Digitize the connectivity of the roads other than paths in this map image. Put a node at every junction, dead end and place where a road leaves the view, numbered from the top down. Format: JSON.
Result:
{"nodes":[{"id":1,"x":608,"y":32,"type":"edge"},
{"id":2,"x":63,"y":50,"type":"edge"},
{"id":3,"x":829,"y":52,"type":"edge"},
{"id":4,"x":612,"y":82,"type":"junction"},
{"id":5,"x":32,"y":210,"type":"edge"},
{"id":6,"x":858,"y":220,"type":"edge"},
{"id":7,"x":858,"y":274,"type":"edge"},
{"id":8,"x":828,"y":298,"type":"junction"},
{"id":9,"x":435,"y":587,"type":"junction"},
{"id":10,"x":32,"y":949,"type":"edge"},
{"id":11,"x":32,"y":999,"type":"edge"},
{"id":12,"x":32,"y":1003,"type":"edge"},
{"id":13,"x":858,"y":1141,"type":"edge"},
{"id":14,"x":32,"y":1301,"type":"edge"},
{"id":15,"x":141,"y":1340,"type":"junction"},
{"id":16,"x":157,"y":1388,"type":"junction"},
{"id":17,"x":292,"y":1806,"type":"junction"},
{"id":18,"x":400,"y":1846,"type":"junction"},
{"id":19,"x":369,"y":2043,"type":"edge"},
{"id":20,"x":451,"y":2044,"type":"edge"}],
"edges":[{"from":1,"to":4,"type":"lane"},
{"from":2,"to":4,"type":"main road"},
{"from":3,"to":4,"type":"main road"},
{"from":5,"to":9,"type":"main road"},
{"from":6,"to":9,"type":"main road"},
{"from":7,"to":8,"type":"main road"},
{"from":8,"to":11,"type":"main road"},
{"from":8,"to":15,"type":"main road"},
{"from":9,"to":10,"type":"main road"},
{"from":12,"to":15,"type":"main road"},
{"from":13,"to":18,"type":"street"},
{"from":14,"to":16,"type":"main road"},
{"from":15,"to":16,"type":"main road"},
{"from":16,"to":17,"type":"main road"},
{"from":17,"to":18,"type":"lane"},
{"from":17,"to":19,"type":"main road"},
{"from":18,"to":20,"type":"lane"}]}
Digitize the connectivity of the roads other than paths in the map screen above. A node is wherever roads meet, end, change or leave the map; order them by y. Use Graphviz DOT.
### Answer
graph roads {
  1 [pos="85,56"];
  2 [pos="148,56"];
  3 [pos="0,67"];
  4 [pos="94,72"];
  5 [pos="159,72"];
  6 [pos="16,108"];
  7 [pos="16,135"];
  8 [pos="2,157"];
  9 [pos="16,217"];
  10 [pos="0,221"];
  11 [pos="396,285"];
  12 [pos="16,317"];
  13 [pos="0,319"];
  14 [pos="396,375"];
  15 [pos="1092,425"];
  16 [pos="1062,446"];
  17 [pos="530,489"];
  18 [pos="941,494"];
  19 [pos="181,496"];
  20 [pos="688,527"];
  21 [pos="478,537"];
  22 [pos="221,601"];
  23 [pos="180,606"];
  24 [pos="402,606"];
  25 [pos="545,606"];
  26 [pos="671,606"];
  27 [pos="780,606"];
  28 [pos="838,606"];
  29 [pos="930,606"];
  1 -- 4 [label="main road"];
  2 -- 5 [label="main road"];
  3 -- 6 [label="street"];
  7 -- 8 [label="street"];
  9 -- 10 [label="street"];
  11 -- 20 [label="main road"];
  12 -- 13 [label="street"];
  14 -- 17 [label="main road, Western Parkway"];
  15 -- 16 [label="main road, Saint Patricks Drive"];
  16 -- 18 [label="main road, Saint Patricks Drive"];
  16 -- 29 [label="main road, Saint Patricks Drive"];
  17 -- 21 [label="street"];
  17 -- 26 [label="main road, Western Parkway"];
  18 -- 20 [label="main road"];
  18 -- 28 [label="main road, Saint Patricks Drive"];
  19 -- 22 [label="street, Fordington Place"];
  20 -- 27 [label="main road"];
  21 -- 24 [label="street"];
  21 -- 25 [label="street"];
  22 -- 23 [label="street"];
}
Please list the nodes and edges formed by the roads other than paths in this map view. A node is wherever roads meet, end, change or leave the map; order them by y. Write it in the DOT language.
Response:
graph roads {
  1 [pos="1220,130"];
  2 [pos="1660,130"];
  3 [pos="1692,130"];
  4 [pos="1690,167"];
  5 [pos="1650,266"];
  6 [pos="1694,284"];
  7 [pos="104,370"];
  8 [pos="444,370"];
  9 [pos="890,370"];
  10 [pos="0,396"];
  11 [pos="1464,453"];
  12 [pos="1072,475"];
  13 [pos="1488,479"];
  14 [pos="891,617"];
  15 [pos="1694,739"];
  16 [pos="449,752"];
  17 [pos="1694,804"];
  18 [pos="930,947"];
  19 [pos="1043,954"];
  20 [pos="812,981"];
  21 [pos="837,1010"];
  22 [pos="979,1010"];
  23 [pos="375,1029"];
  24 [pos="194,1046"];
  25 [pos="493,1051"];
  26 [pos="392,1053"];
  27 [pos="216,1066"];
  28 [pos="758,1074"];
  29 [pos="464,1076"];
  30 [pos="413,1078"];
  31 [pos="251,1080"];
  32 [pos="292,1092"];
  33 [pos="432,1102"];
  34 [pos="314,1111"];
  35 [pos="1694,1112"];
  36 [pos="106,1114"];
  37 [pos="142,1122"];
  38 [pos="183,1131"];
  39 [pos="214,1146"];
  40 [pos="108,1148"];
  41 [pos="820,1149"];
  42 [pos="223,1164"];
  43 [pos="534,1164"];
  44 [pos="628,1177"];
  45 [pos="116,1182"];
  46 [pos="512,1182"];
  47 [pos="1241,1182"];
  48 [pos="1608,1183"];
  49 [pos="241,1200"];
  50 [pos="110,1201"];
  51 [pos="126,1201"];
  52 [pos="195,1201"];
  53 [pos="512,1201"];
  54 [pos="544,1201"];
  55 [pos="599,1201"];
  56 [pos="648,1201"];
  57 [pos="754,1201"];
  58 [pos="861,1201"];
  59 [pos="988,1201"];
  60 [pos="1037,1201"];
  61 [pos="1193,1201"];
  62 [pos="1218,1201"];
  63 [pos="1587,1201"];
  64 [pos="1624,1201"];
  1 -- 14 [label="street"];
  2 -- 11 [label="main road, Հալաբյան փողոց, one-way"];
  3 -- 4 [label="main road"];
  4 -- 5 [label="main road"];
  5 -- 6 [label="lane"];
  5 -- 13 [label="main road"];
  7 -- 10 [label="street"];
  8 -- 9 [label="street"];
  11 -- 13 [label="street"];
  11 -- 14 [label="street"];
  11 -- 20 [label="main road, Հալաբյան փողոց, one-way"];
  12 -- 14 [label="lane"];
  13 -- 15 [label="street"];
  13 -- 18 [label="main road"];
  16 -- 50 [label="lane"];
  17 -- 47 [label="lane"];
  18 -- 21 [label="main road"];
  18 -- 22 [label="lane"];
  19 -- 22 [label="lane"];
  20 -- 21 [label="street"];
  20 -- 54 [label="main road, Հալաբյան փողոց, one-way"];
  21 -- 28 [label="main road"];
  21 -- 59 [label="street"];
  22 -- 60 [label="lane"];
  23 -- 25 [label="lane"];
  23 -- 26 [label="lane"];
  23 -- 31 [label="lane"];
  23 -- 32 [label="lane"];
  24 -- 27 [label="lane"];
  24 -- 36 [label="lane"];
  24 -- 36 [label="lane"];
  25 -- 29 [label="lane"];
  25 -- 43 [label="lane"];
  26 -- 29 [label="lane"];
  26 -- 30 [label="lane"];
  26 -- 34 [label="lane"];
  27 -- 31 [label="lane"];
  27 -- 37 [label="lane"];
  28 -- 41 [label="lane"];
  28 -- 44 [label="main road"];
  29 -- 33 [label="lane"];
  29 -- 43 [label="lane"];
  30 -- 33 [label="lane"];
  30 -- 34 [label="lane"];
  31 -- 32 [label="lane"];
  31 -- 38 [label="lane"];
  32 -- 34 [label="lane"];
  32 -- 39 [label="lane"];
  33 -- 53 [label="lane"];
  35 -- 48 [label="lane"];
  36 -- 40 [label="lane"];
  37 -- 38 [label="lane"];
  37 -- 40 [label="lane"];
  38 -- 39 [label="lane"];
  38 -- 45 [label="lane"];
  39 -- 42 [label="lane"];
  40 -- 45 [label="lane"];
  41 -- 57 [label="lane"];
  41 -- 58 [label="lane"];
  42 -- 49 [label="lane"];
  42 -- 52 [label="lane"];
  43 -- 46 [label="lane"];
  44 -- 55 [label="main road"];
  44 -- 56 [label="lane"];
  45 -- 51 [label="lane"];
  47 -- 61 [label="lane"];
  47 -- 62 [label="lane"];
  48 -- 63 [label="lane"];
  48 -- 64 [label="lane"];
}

Task instructions:
Looking at the records, how many lines include "paths"? Respond with the number only.

Written response:
3